I think WordPress got up on the wrong side of the bed this morning.
First it refused my perfectly good password and tried to get me to log in to the Hotshots! account.
Then, instead of saving this post as a draft, it posted the picture above with the title Private so only I had access. A check of my privacy settings showed no change–To write was still (supposedly) visible to the public. Unclicking and reclicking the same box then published William for all the world to see.
I presume he’s still there. I’m typing as fast as I can.
William has developed an intense interest in the piano. He jumps on it when he wants me to turn off the laptop and go to bed.
I’ve been operating all these years on the assumption that cats do as they please when they please. I thought a sleepy cat could just curled up any old place and lose consciousness.
When he decides it’s bedtime, usually around 1:00 a.m., he wants everyone to close up shop. To get my attention, he jumps on the piano.
At first I tried to discourage this. He tended to stray from the piano to the sideboard. There are things on the sideboard I’d like to see stay there. Intact.
One night he jumped from the piano to the top of the china cabinet. There are a few breakable objects up there, too.
I admit William is graceful. That surprises me. As a kitten he was so tubby he couldn’t leap and climb as (other) kittens do. When he tried to pull himself onto a higher shelf of the kitty pagoda, his little body would just dangle there, bottom-heavy, until he let go and fell or was discovered and rescued. Instead of jumping onto the bed, he walked up the stairs we’d put there for Chloe.
The difference was that Chloe was sixteen when she stopped jumping. William was six months.

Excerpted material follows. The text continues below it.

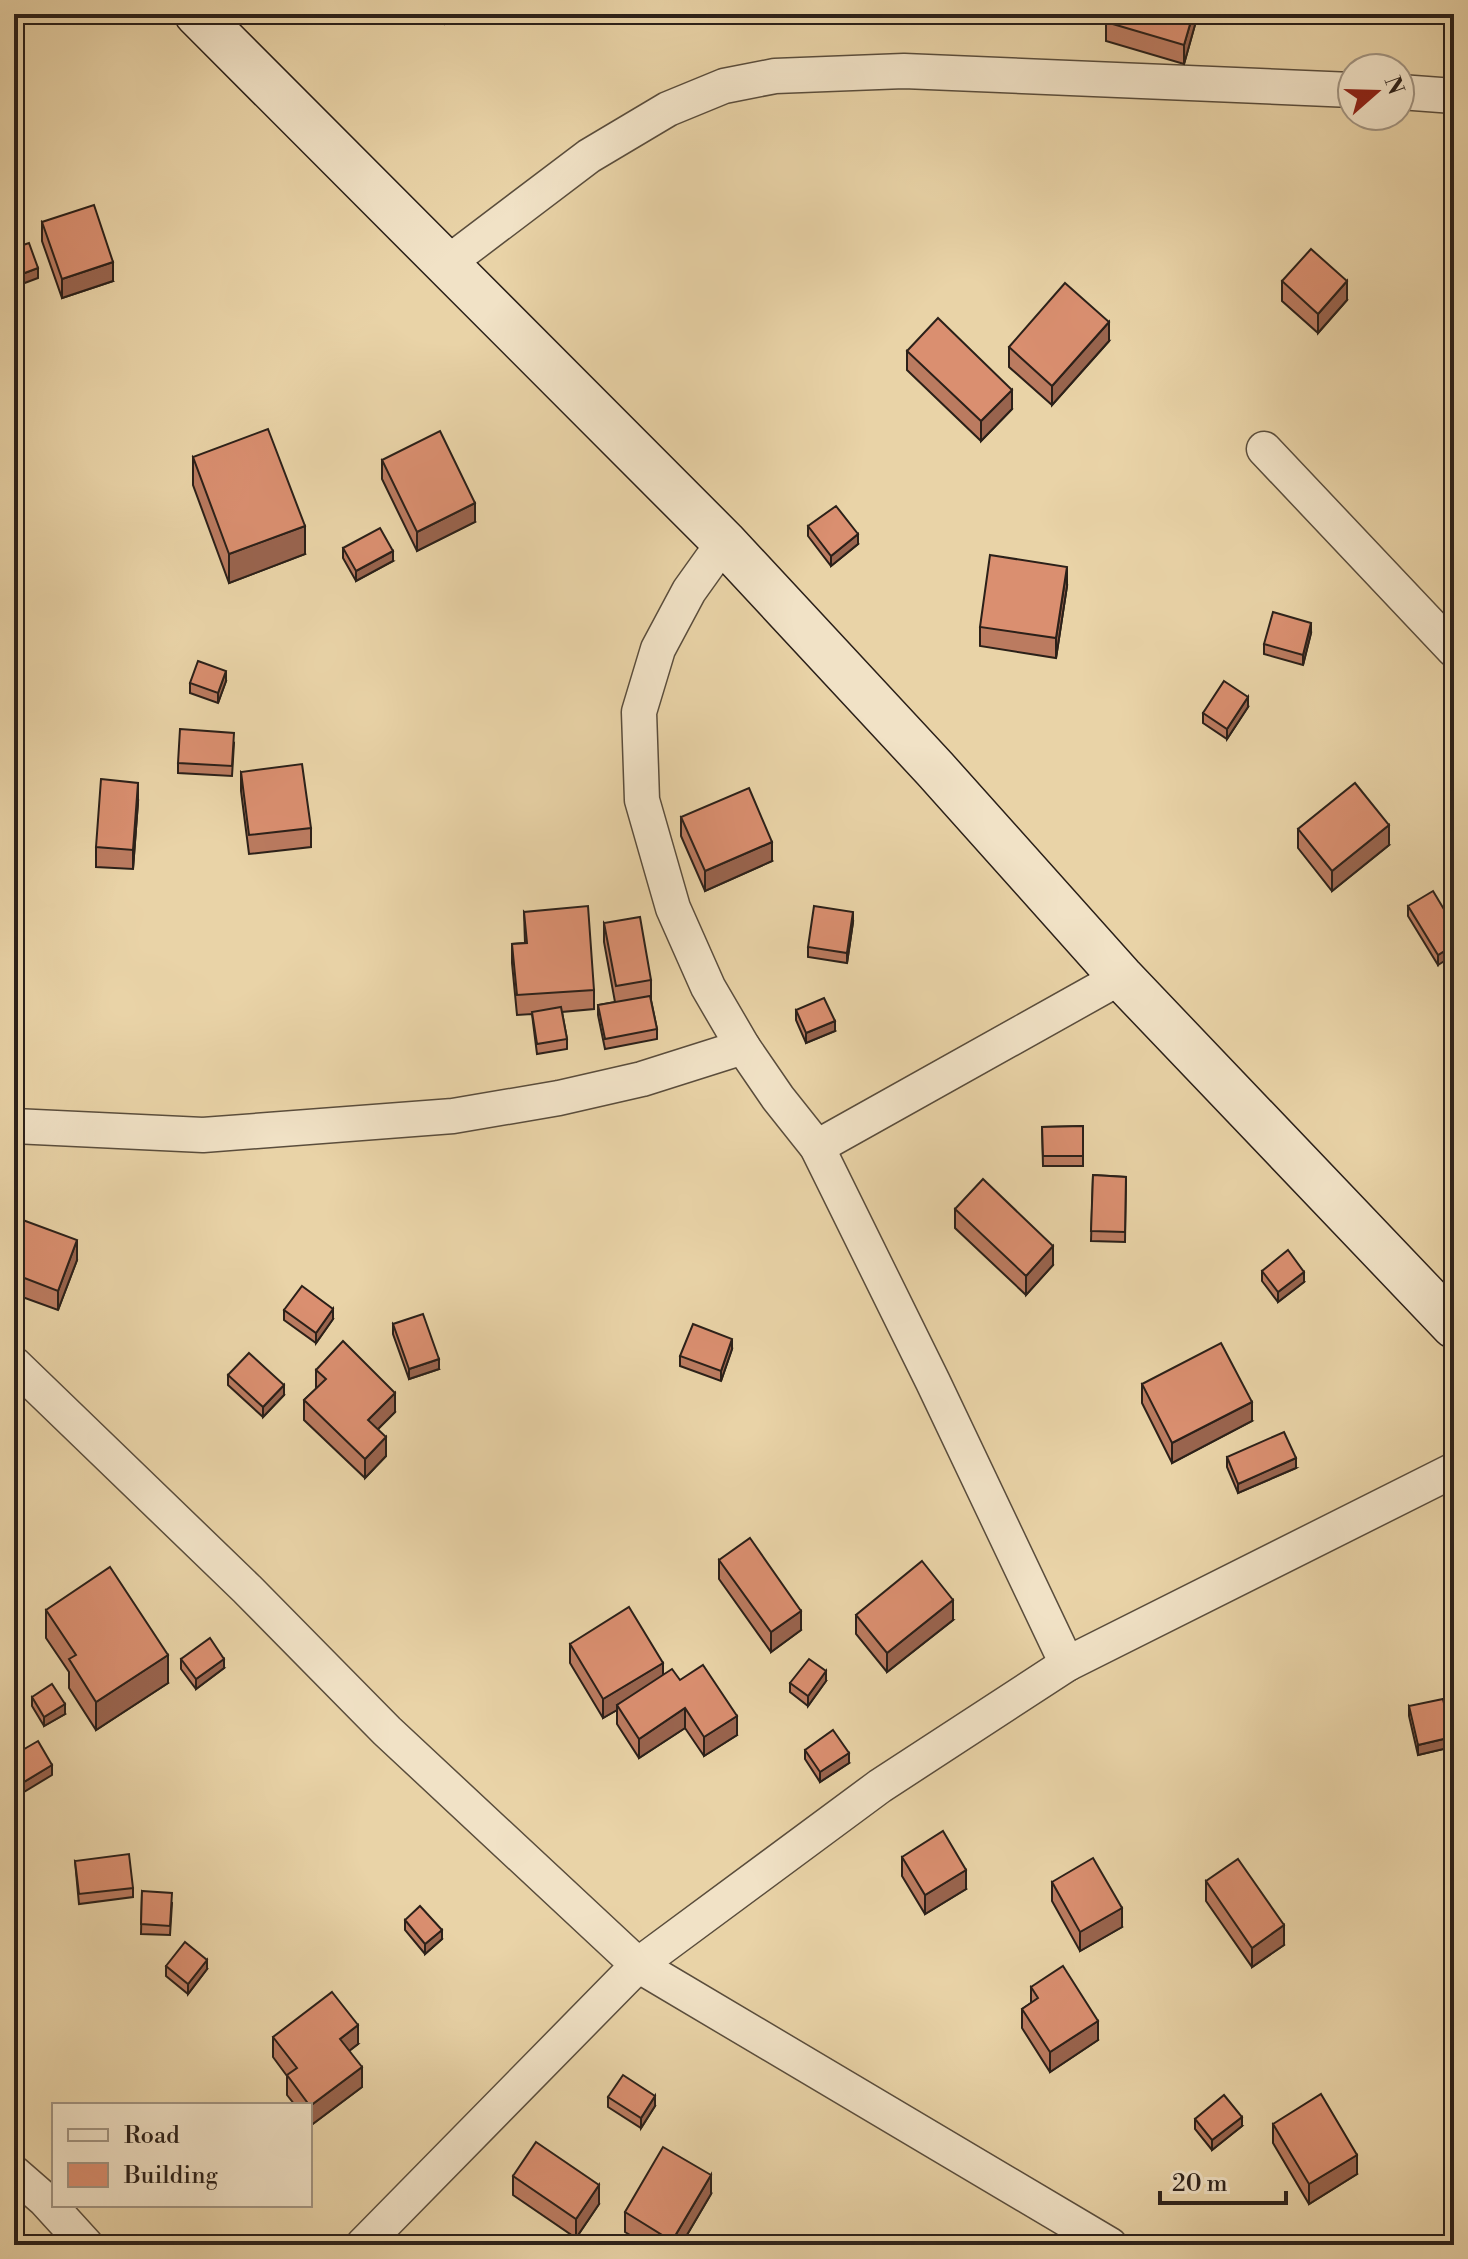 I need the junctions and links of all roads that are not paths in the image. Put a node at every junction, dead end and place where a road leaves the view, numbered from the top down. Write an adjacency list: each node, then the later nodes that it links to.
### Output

The adult William is enormous, but his paws are delicate and tapered, beautiful, but small compared to the rest of him.
And yet, he’s agile and light of foot. Earrings, cough drops, rubber bands, ballpoint pens–these things and more have found their way from high places to low, and in perfect silence.
If I hadn’t made an uncharacteristic decision to sweep under the refrigerator, the flash drive would still be lost.
There’s a reason they call them cat burglars.
Last night, or rather early this morning, a weary William had already traversed the mantel, the case of David’s collectibles, the dining table (I wash it often), and who knows what else before resorting to the piano. I was tired of popping up every five minutes to drag him off wherever he was, so I decided if you can’t lick ’em, join ’em and just kept typing. Glancing over my shoulder to make sure he didn’t have designs on the china cabinet, I saw the display that begins this post.
It was like the time my three-year-old cousin Chip sidled into the kitchen, hands behind his back, face and overalls covered in grease, and told the flock of gawking women he’d been “fixing the lawnmower.”
Just so darned cute all you can do is get the camera.
So I got the camera.
Then I took the hint.
He was tired.
I turned off the laptop and went to bed.